A production scraping system consists of six core components:

┌─────────────┐     ┌──────────────┐     ┌─────────────────┐
│  Scheduler   │────▶│  URL Queue   │────▶│  Crawler Pool   │
│  (cron/API)  │     │  (Redis)     │     │  (workers)      │
└─────────────┘     └──────────────┘     └────────┬────────┘
                                                   │
                                          ┌────────▼────────┐
                                          │  Proxy Layer     │
                                          │  (ProxyHat)      │
                                          └────────┬────────┘
                                                   │
                                          ┌────────▼────────┐
                                          │  Parser          │
                                          │  (extract data)  │
                                          └────────┬────────┘
                                                   │
                    ┌──────────────┐      ┌────────▼────────┐
                    │  Monitoring  │◀─────│  Storage         │
                    │  (metrics)   │      │  (DB / files)    │
                    └──────────────┘      └─────────────────┘
ComponentResponsibilityTechnology
SchedulerDecides what to scrape and whenCron, Celery Beat, Bull
URL QueueBuffers URLs with priority and deduplicationRedis, RabbitMQ, SQS
Crawler PoolFetches pages concurrentlyasyncio, goroutines, worker threads
Proxy LayerRoutes requests through rotating proxiesProxyHat gateway
ParserExtracts structured data from HTML/JSONBeautifulSoup, cheerio, goquery
StoragePersists extracted dataPostgreSQL, MongoDB, S3
MonitoringTracks health and performancePrometheus, logging, alerts

Component 1: Scheduler

The scheduler decides which URLs to crawl and when.
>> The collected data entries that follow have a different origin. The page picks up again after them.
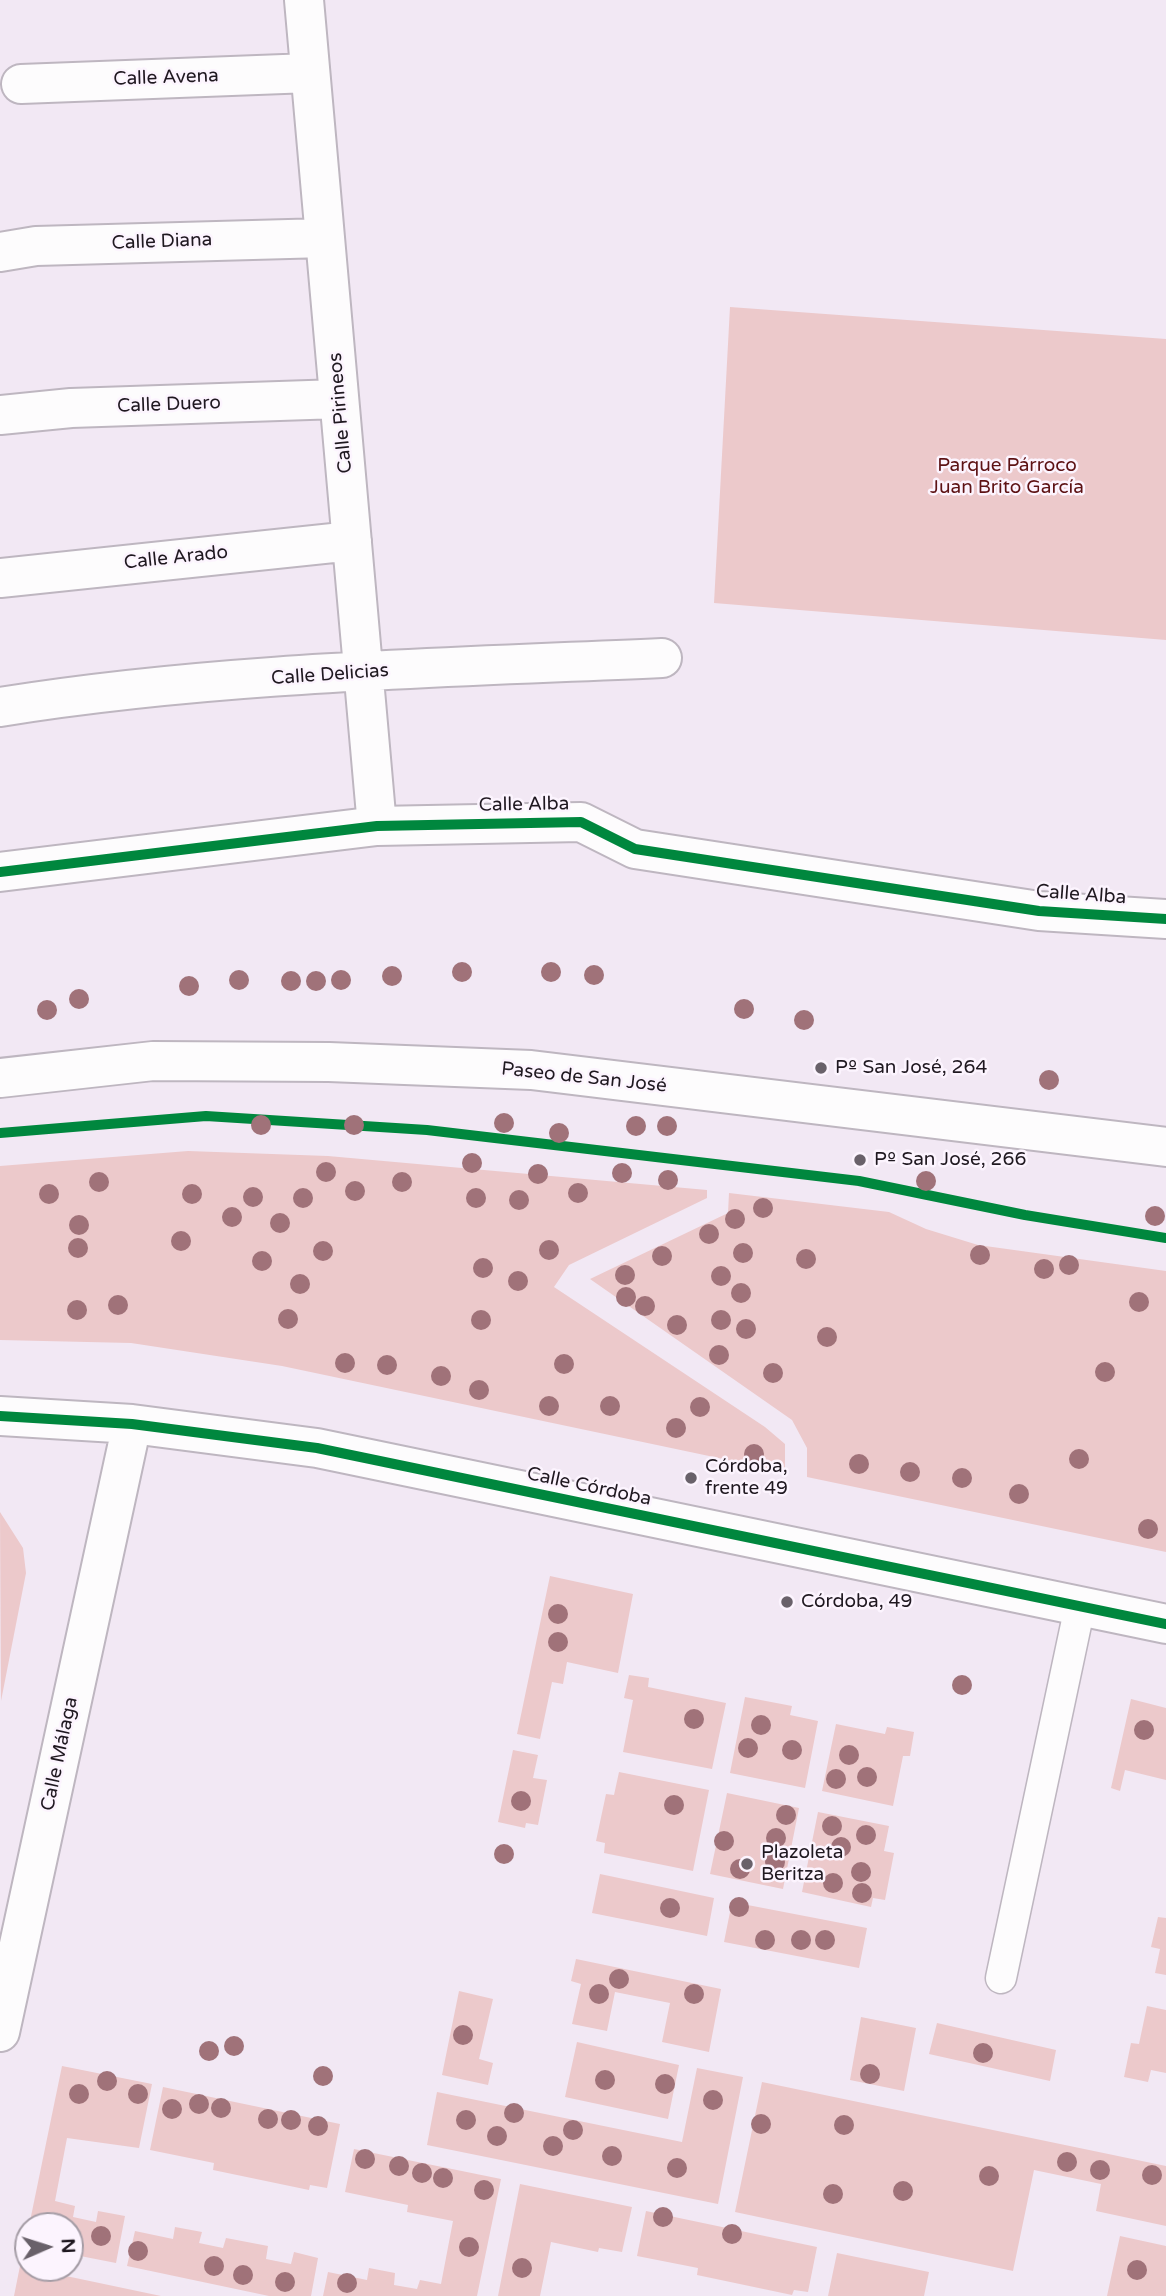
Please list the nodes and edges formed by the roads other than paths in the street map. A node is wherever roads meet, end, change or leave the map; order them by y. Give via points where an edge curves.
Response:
1 (304, 0) edge
2 (310, 73) junction
3 (21, 83) dead end
4 (325, 238) junction
5 (0, 252) edge
6 (339, 399) junction
7 (0, 415) edge
8 (352, 541) junction
9 (0, 578) edge
10 (662, 658) dead end
11 (364, 672) junction
12 (0, 707) edge
13 (377, 826) junction
14 (0, 872) edge
15 (1166, 919) edge
16 (0, 1078) edge
17 (1166, 1147) edge
18 (0, 1416) edge
19 (78, 1421) junction
20 (132, 1424) junction
21 (185, 1433) junction
22 (120, 1477) junction
23 (1080, 1606) junction
24 (1166, 1624) edge
25 (1001, 1978) dead end
26 (0, 2032) edge

1 - 2 street, Calle Pirineos
2 - 3 street, Calle Avena
2 - 4 street, Calle Pirineos
4 - 5 street, Calle Diana via 36,246
4 - 6 street, Calle Pirineos
6 - 7 street, Calle Duero via 71,408
6 - 8 street, Calle Pirineos
8 - 9 street, Calle Arado
8 - 11 street, Calle Pirineos
10 - 11 street, Calle Delicias
11 - 12 street, Calle Delicias via 104,691
11 - 13 street, Calle Pirineos
13 - 14 street, Calle Alba
13 - 15 street, Calle Alba via 581,821 635,849 1038,911
16 - 17 street, Paseo de San José via 153,1061 531,1070
18 - 19 street, Calle Córdoba
19 - 20 street, Calle Córdoba
19 - 22 street via 107,1445
20 - 21 street, Calle Córdoba
20 - 22 street, Calle Málaga
21 - 22 street via 139,1458
21 - 23 street, Calle Córdoba via 317,1448
22 - 26 street, Calle Málaga
23 - 24 street, Calle Córdoba
23 - 25 lane

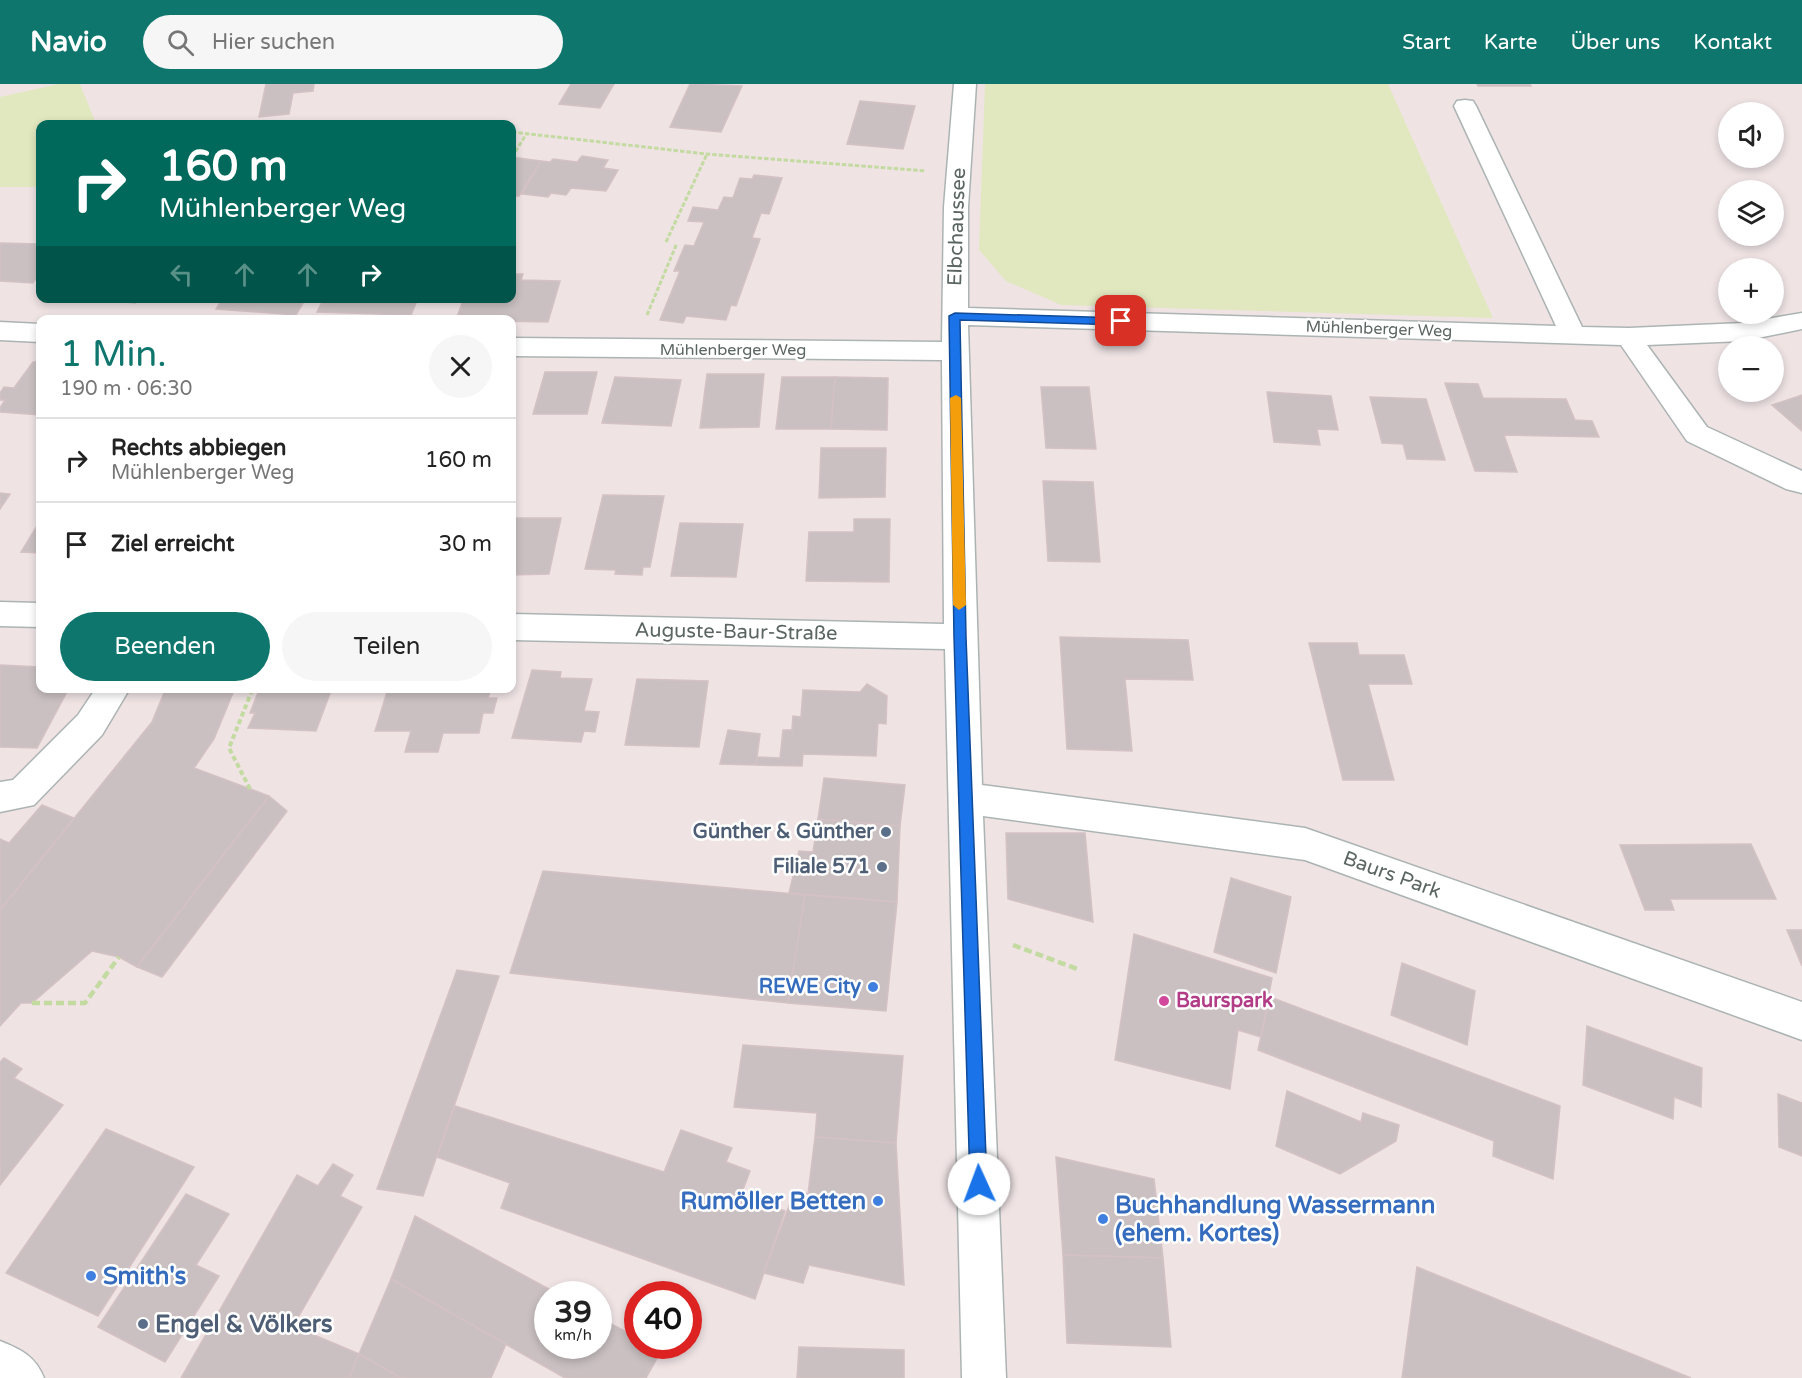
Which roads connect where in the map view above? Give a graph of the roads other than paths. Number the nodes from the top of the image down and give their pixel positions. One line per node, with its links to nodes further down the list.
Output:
1 (965, 84): 3 (street, Elbchaussee)
2 (1465, 106): 7 (street)
3 (955, 316): 7 (street, Mühlenberger Weg); 10 (street, Elbchaussee)
4 (1802, 321): 8 (street, Mühlenberger Weg)
5 (0, 331): 6 (street)
6 (36, 333)
7 (1572, 335): 8 (street, Mühlenberger Weg)
8 (1629, 337): 11 (street)
9 (516, 347): 10 (street, Mühlenberger Weg)
10 (955, 351): 15 (street, Elbchaussee)
11 (1802, 482)
12 (0, 614): 13 (street)
13 (36, 615)
14 (516, 627): 15 (street, Auguste-Baur-Straße)
15 (960, 637): 18 (street, Elbchaussee)
16 (111, 693): 17 (street)
17 (0, 797)
18 (966, 798): 19 (street, Baurs Park); 22 (street, Elbchaussee)
19 (1802, 1021)
20 (0, 1363): 21 (street)
21 (22, 1378)
22 (984, 1378)

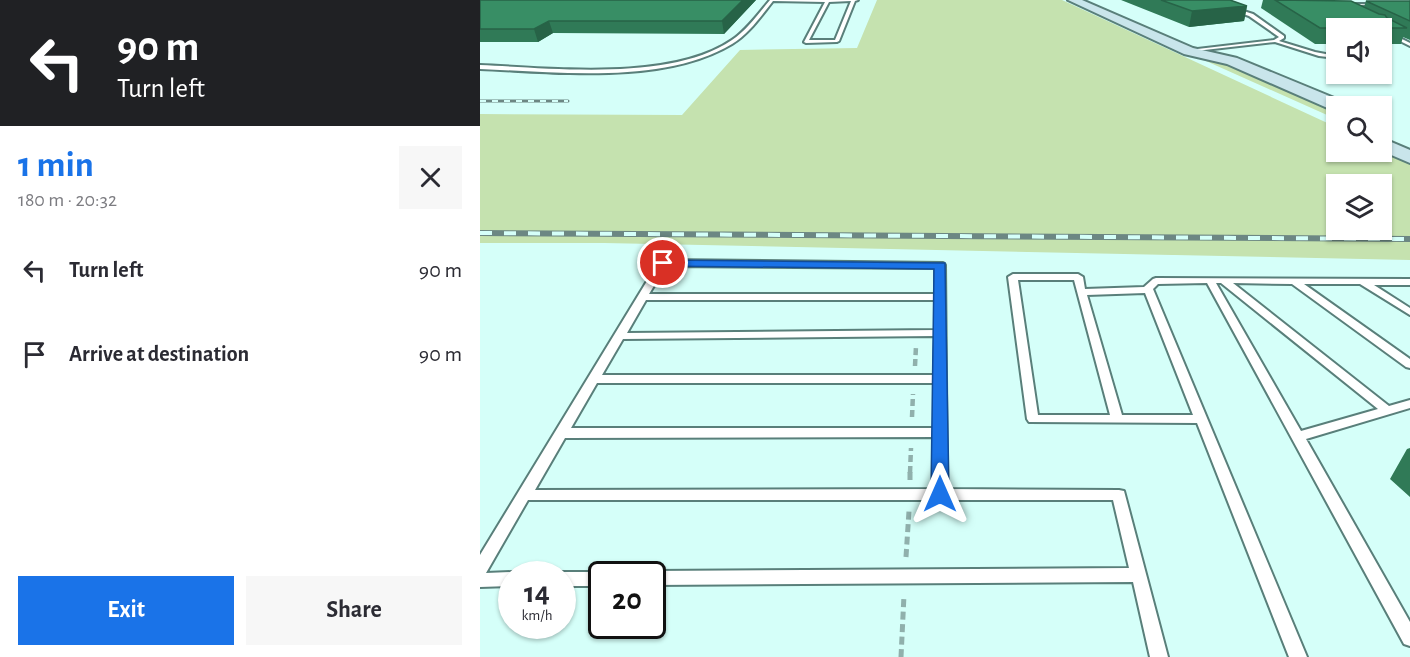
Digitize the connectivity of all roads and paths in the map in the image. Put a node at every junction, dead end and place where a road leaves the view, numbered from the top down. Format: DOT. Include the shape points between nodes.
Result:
graph roads {
  1 [pos="772,0"];
  2 [pos="1073,0"];
  3 [pos="1205,0"];
  4 [pos="1323,0"];
  5 [pos="855,1"];
  6 [pos="827,2"];
  7 [pos="1331,4"];
  8 [pos="1387,4"];
  9 [pos="1349,14"];
  10 [pos="1392,35"];
  11 [pos="1275,41"];
  12 [pos="1410,45"];
  13 [pos="1189,51"];
  14 [pos="1326,57"];
  15 [pos="480,67"];
  16 [pos="1265,92"];
  17 [pos="1326,101"];
  18 [pos="1392,129"];
  19 [pos="1401,133"];
  20 [pos="1392,149"];
  21 [pos="1410,157"];
  22 [pos="1216,280"];
  23 [pos="1294,281"];
  24 [pos="1363,282"];
  25 [pos="1410,282"];
  26 [pos="1149,290"];
  27 [pos="1081,292"];
  28 [pos="643,297"];
  29 [pos="940,297"];
  30 [pos="1410,312"];
  31 [pos="917,333"];
  32 [pos="940,333"];
  33 [pos="620,336"];
  34 [pos="1410,364"];
  35 [pos="594,379"];
  36 [pos="914,379"];
  37 [pos="940,379"];
  38 [pos="1410,404"];
  39 [pos="1388,411"];
  40 [pos="1201,418"];
  41 [pos="1117,419"];
  42 [pos="912,432"];
  43 [pos="940,432"];
  44 [pos="561,433"];
  45 [pos="1298,437"];
  46 [pos="909,494"];
  47 [pos="940,494"];
  48 [pos="524,495"];
  49 [pos="480,569"];
  50 [pos="1138,575"];
  51 [pos="905,577"];
  52 [pos="666,578"];
  53 [pos="498,579"];
  54 [pos="480,580"];
  55 [pos="1410,638"];
  56 [pos="901,657"];
  57 [pos="1159,657"];
  58 [pos="1298,657"];
  1 -- 6 [label="lane"];
  1 -- 15 [label="lane" via="733,42 665,66 606,70"];
  2 -- 13 [label="main road"];
  3 -- 11 [label="lane" via="1256,18 1280,34 1281,39"];
  4 -- 7 [label="lane"];
  5 -- 6 [label="lane"];
  5 -- 6 [label="lane" via="837,41 806,42"];
  7 -- 8 [label="lane"];
  7 -- 9 [label="lane"];
  10 -- 12 [label="lane"];
  11 -- 13 [label="lane"];
  11 -- 14 [label="lane"];
  13 -- 16 [label="main road" via="1203,65"];
  13 -- 17 [label="main road" via="1232,61"];
  18 -- 19 [label="main road"];
  20 -- 21 [label="main road"];
  22 -- 23 [label="lane"];
  22 -- 26 [label="lane" via="1156,281"];
  22 -- 39 [label="lane"];
  22 -- 45 [label="lane"];
  23 -- 24 [label="lane"];
  23 -- 34 [label="lane"];
  24 -- 25 [label="lane"];
  24 -- 30 [label="lane"];
  26 -- 27 [label="lane"];
  26 -- 40 [label="lane"];
  27 -- 41 [label="lane"];
  27 -- 41 [label="lane" via="1078,277 1013,277 1033,419"];
  28 -- 29 [label="lane"];
  28 -- 29 [label="lane" via="663,263 940,265"];
  28 -- 33 [label="lane"];
  29 -- 32 [label="lane"];
  31 -- 32 [label="lane"];
  31 -- 33 [label="lane"];
  31 -- 36 [label="path"];
  32 -- 37 [label="lane"];
  33 -- 35 [label="lane"];
  35 -- 36 [label="lane"];
  35 -- 44 [label="lane"];
  36 -- 37 [label="lane"];
  36 -- 42 [label="path"];
  37 -- 43 [label="lane"];
  38 -- 39 [label="lane"];
  39 -- 45 [label="lane"];
  40 -- 41 [label="lane"];
  40 -- 58 [label="lane"];
  42 -- 43 [label="lane"];
  42 -- 44 [label="lane"];
  42 -- 46 [label="path"];
  43 -- 47 [label="lane"];
  44 -- 48 [label="lane"];
  45 -- 55 [label="lane"];
  46 -- 47 [label="lane"];
  46 -- 48 [label="lane"];
  46 -- 51 [label="path"];
  47 -- 50 [label="lane" via="1119,495"];
  48 -- 49 [label="lane"];
  50 -- 51 [label="lane"];
  50 -- 57 [label="lane"];
  51 -- 52 [label="lane"];
  51 -- 56 [label="path"];
  53 -- 54 [label="lane"];
}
It manages crawl frequency, priority levels, and ensures no URL is scraped more often than necessary.

import redis
import json
import time
from datetime import datetime, timedelta
class CrawlScheduler:
    """Manages crawl schedules and feeds URLs to the queue."""
    def __init__(self, redis_url: str = "redis://localhost:6379"):
        self.redis = redis.from_url(redis_url)
        self.queue_key = "scraper:url_queue"
        self.schedule_key = "scraper:schedules"
        self.seen_key = "scraper:seen_urls"
    def add_schedule(self, name: str, urls: list[str], interval_hours: int, priority: int = 5):
        """Register a recurring crawl job."""
        self.redis.hset(self.schedule_key, name, json.dumps({
            "urls": urls,
            "interval_hours": interval_hours,
            "priority": priority,
            "last_run": None,
        }))
    def tick(self):
        """Check all schedules and enqueue URLs that are due."""
        schedules = self.redis.hgetall(self.schedule_key)
        enqueued = 0
        for name, data in schedules.items():
            schedule = json.loads(data)
            last_run = schedule.get("last_run")
            interval = timedelta(hours=schedule["interval_hours"])
            if last_run and datetime.fromisoformat(last_run) + interval > datetime.utcnow():
                continue
            for url in schedule["urls"]:
                self.enqueue(url, priority=schedule["priority"])
                enqueued += 1
            schedule["last_run"] = datetime.utcnow().isoformat()
            self.redis.hset(self.schedule_key, name, json.dumps(schedule))
        return enqueued
    def enqueue(self, url: str, priority: int = 5):
        """Add a URL to the crawl queue with deduplication."""
        # Skip if recently seen (within 1 hour)
        if self.redis.sismember(self.seen_key, url):
            return False
        self.redis.zadd(self.queue_key, {
            json.dumps({"url": url, "enqueued_at": time.time()}): priority
        })
        self.redis.sadd(self.seen_key, url)
        self.redis.expire(self.seen_key, 3600)  # 1-hour dedup window
        return True
    def dequeue(self, batch_size: int = 10) -> list[dict]:
        """Pull the highest-priority URLs from the queue."""
        items = self.redis.zpopmax(self.queue_key, batch_size)
        return [json.loads(item) for item, score in items]
    @property
    def queue_size(self) -> int:
        return self.redis.zcard(self.queue_key)
# Usage
scheduler = CrawlScheduler()
scheduler.add_schedule(
    name="product_prices",
    urls=[f"https://example.com/product/{i}" for i in range(1, 1001)],
    interval_hours=6,
    priority=8,
)
scheduler.add_schedule(
    name="competitor_pages",
    urls=["https://competitor.com/pricing", "https://competitor.com/features"],
    interval_hours=24,
    priority=5,
)
# Run every minute via cron
enqueued = scheduler.tick()
print(f"Enqueued {enqueued} URLs, queue size: {scheduler.queue_size}")

Component 2: URL Queue

The queue decouples scheduling from crawling. It provides priority ordering, backpressure, and persistence — so no URLs are lost if a crawler crashes.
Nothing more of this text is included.